The task:
How many of the lines in the material underneath include the string "Breitwert"? State the number only.
---+---
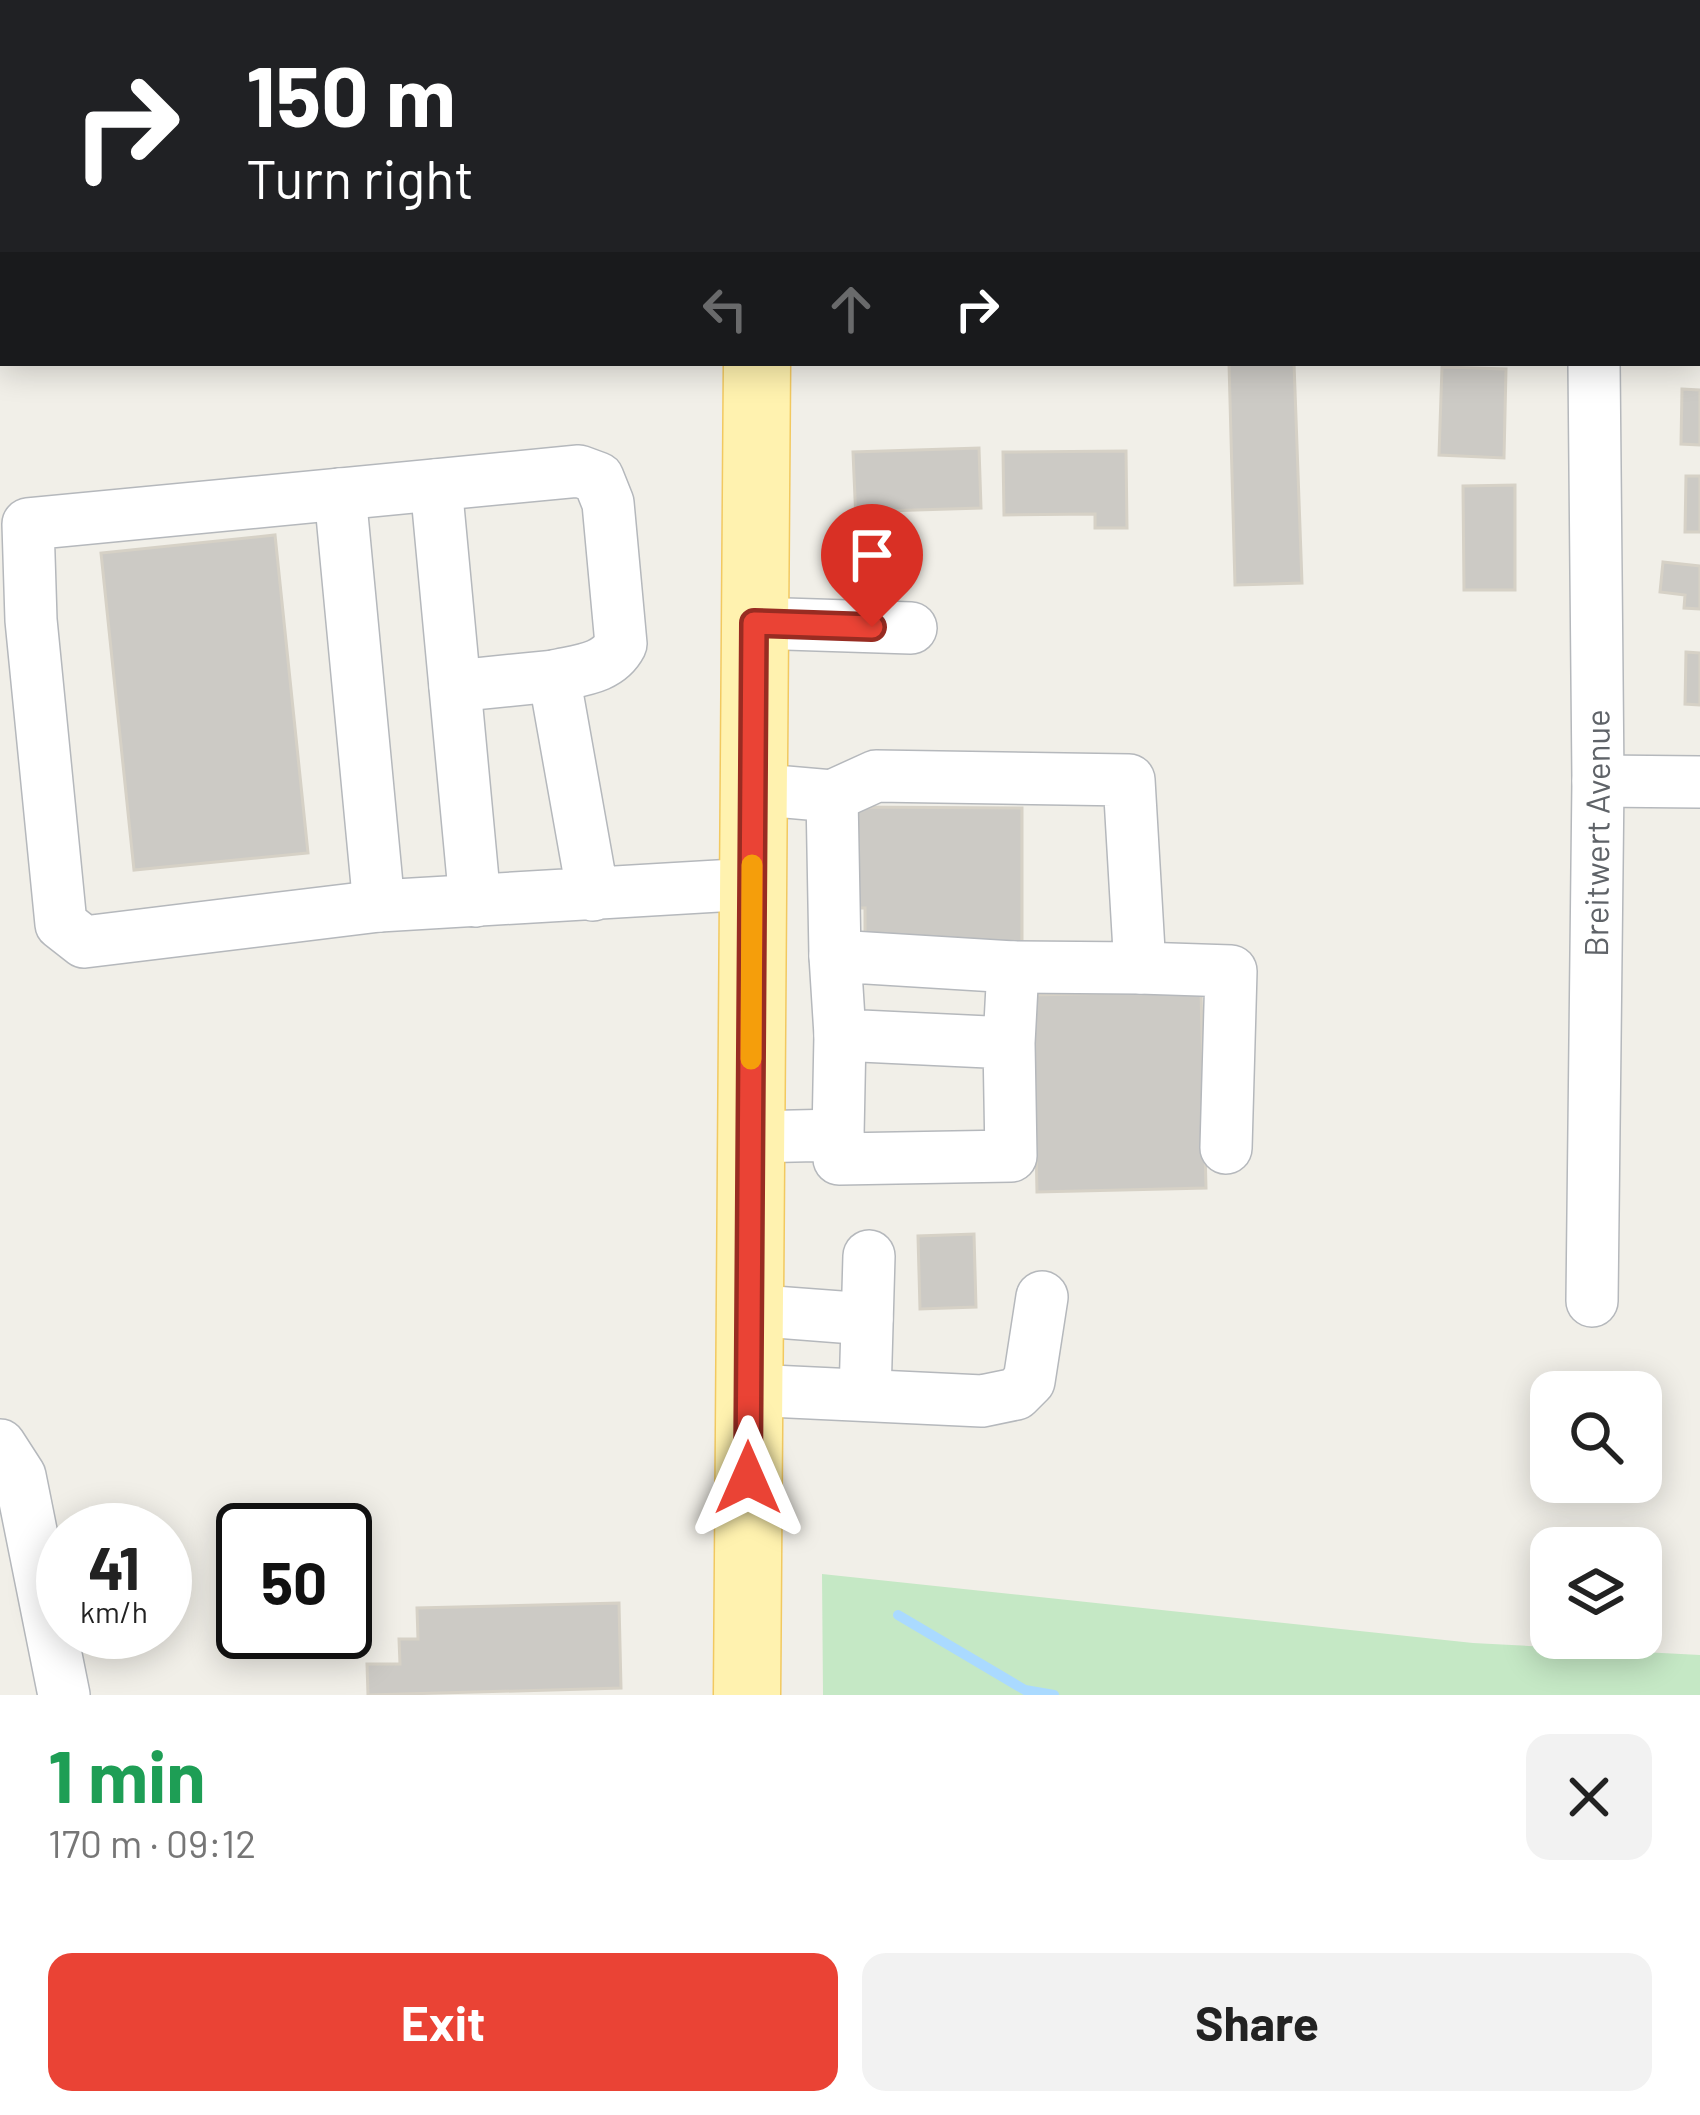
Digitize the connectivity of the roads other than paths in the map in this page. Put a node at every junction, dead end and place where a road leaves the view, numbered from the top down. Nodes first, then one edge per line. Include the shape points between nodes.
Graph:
1 (757, 366) edge
2 (1594, 366) edge
3 (436, 485) junction
4 (340, 494) junction
5 (754, 623) junction
6 (910, 628) dead end
7 (554, 676) junction
8 (455, 686) junction
9 (1598, 781) junction
10 (1700, 782) edge
11 (752, 789) junction
12 (832, 796) junction
13 (752, 884) junction
14 (592, 895) junction
15 (475, 901) junction
16 (380, 906) junction
17 (835, 956) junction
18 (1013, 967) junction
19 (1140, 968) junction
20 (840, 1035) junction
21 (1010, 1043) junction
22 (838, 1135) junction
23 (750, 1137) junction
24 (1226, 1148) dead end
25 (869, 1256) dead end
26 (1042, 1298) dead end
27 (1592, 1301) dead end
28 (749, 1310) junction
29 (867, 1318) junction
30 (749, 1390) junction
31 (866, 1395) junction
32 (0, 1445) edge
33 (64, 1695) edge
34 (748, 1695) edge

1 - 5 main road
2 - 9 street, Breitwert Avenue
3 - 4 street
3 - 7 street via 580,471 598,478 608,502 621,644 599,666
3 - 8 street
4 - 16 street
4 - 16 street via 28,524 31,620 61,924 84,942
5 - 6 street
5 - 11 main road
7 - 8 street
7 - 14 street
8 - 15 street
9 - 10 street
9 - 27 street, Breitwert Avenue
11 - 12 street
11 - 13 main road
12 - 17 street
12 - 19 street via 876,776 1129,780
13 - 14 street
13 - 23 main road
14 - 15 street
15 - 16 street
17 - 18 street
17 - 20 street
18 - 19 street
18 - 21 street
19 - 24 street via 1231,971
20 - 21 street
20 - 22 street
21 - 22 street via 1011,1156 839,1159
22 - 23 street
23 - 28 main road
25 - 29 street
26 - 31 street via 1029,1381 1016,1394 982,1401
28 - 29 street
28 - 30 main road
29 - 31 street
30 - 31 street
30 - 34 main road
32 - 33 street via 20,1477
---+---
Exercise answer:
2